(Data provided):
━━━
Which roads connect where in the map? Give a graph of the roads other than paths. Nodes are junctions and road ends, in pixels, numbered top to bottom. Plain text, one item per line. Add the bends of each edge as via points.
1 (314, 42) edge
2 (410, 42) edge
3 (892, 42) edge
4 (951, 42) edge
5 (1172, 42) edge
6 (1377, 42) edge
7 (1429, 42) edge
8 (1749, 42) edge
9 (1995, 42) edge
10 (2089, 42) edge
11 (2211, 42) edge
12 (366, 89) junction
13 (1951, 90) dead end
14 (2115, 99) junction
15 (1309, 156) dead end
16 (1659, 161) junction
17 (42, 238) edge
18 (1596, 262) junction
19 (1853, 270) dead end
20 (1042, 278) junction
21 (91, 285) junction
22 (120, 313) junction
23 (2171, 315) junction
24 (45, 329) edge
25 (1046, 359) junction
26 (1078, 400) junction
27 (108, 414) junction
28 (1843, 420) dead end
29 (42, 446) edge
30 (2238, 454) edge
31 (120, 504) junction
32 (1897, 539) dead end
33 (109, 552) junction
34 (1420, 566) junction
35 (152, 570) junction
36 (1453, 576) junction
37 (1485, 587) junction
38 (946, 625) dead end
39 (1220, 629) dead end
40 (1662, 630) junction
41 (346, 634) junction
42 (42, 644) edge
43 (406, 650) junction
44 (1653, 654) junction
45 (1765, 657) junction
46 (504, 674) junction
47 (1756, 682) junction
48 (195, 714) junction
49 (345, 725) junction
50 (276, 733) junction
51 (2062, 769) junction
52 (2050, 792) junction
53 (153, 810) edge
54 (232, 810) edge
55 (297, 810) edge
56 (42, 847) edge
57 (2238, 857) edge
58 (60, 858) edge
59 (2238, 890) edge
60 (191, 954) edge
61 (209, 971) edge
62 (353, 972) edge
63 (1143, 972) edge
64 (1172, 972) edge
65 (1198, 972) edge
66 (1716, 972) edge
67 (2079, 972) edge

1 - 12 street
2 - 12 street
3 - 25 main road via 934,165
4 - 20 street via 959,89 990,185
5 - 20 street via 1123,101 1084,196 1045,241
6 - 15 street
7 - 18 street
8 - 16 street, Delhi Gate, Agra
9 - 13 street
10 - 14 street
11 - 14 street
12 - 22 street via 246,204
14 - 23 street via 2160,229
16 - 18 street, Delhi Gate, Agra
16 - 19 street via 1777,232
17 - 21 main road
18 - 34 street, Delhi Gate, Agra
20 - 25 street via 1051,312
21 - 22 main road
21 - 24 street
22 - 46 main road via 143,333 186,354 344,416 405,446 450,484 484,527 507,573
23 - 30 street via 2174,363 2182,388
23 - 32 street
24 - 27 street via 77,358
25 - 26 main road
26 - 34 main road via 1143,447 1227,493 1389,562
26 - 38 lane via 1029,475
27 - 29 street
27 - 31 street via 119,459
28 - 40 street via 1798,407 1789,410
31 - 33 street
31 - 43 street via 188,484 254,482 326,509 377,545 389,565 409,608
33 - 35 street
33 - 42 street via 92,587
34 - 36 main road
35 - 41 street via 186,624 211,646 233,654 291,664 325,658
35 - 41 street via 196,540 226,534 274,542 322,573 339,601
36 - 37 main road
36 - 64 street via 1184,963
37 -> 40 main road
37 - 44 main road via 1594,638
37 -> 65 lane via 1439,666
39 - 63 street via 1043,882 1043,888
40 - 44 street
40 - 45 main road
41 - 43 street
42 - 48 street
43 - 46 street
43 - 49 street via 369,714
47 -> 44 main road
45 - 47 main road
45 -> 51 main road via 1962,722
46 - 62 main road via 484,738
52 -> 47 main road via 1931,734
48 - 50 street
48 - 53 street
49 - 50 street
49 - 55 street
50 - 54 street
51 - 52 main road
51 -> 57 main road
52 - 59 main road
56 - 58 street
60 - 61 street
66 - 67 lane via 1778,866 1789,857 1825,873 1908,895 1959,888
━━━
Give back the listing exactly.

(Task answer):
Which roads connect where in the map? Give a graph of the roads other than paths. Nodes are junctions and road ends, in pixels, numbered top to bottom. Plain text, one item per line. Add the bends of each edge as via points.
1 (314, 42) edge
2 (410, 42) edge
3 (892, 42) edge
4 (951, 42) edge
5 (1172, 42) edge
6 (1377, 42) edge
7 (1429, 42) edge
8 (1749, 42) edge
9 (1995, 42) edge
10 (2089, 42) edge
11 (2211, 42) edge
12 (366, 89) junction
13 (1951, 90) dead end
14 (2115, 99) junction
15 (1309, 156) dead end
16 (1659, 161) junction
17 (42, 238) edge
18 (1596, 262) junction
19 (1853, 270) dead end
20 (1042, 278) junction
21 (91, 285) junction
22 (120, 313) junction
23 (2171, 315) junction
24 (45, 329) edge
25 (1046, 359) junction
26 (1078, 400) junction
27 (108, 414) junction
28 (1843, 420) dead end
29 (42, 446) edge
30 (2238, 454) edge
31 (120, 504) junction
32 (1897, 539) dead end
33 (109, 552) junction
34 (1420, 566) junction
35 (152, 570) junction
36 (1453, 576) junction
37 (1485, 587) junction
38 (946, 625) dead end
39 (1220, 629) dead end
40 (1662, 630) junction
41 (346, 634) junction
42 (42, 644) edge
43 (406, 650) junction
44 (1653, 654) junction
45 (1765, 657) junction
46 (504, 674) junction
47 (1756, 682) junction
48 (195, 714) junction
49 (345, 725) junction
50 (276, 733) junction
51 (2062, 769) junction
52 (2050, 792) junction
53 (153, 810) edge
54 (232, 810) edge
55 (297, 810) edge
56 (42, 847) edge
57 (2238, 857) edge
58 (60, 858) edge
59 (2238, 890) edge
60 (191, 954) edge
61 (209, 971) edge
62 (353, 972) edge
63 (1143, 972) edge
64 (1172, 972) edge
65 (1198, 972) edge
66 (1716, 972) edge
67 (2079, 972) edge

1 - 12 street
2 - 12 street
3 - 25 main road via 934,165
4 - 20 street via 959,89 990,185
5 - 20 street via 1123,101 1084,196 1045,241
6 - 15 street
7 - 18 street
8 - 16 street, Delhi Gate, Agra
9 - 13 street
10 - 14 street
11 - 14 street
12 - 22 street via 246,204
14 - 23 street via 2160,229
16 - 18 street, Delhi Gate, Agra
16 - 19 street via 1777,232
17 - 21 main road
18 - 34 street, Delhi Gate, Agra
20 - 25 street via 1051,312
21 - 22 main road
21 - 24 street
22 - 46 main road via 143,333 186,354 344,416 405,446 450,484 484,527 507,573
23 - 30 street via 2174,363 2182,388
23 - 32 street
24 - 27 street via 77,358
25 - 26 main road
26 - 34 main road via 1143,447 1227,493 1389,562
26 - 38 lane via 1029,475
27 - 29 street
27 - 31 street via 119,459
28 - 40 street via 1798,407 1789,410
31 - 33 street
31 - 43 street via 188,484 254,482 326,509 377,545 389,565 409,608
33 - 35 street
33 - 42 street via 92,587
34 - 36 main road
35 - 41 street via 186,624 211,646 233,654 291,664 325,658
35 - 41 street via 196,540 226,534 274,542 322,573 339,601
36 - 37 main road
36 - 64 street via 1184,963
37 -> 40 main road
37 - 44 main road via 1594,638
37 -> 65 lane via 1439,666
39 - 63 street via 1043,882 1043,888
40 - 44 street
40 - 45 main road
41 - 43 street
42 - 48 street
43 - 46 street
43 - 49 street via 369,714
47 -> 44 main road
45 - 47 main road
45 -> 51 main road via 1962,722
46 - 62 main road via 484,738
52 -> 47 main road via 1931,734
48 - 50 street
48 - 53 street
49 - 50 street
49 - 55 street
50 - 54 street
51 - 52 main road
51 -> 57 main road
52 - 59 main road
56 - 58 street
60 - 61 street
66 - 67 lane via 1778,866 1789,857 1825,873 1908,895 1959,888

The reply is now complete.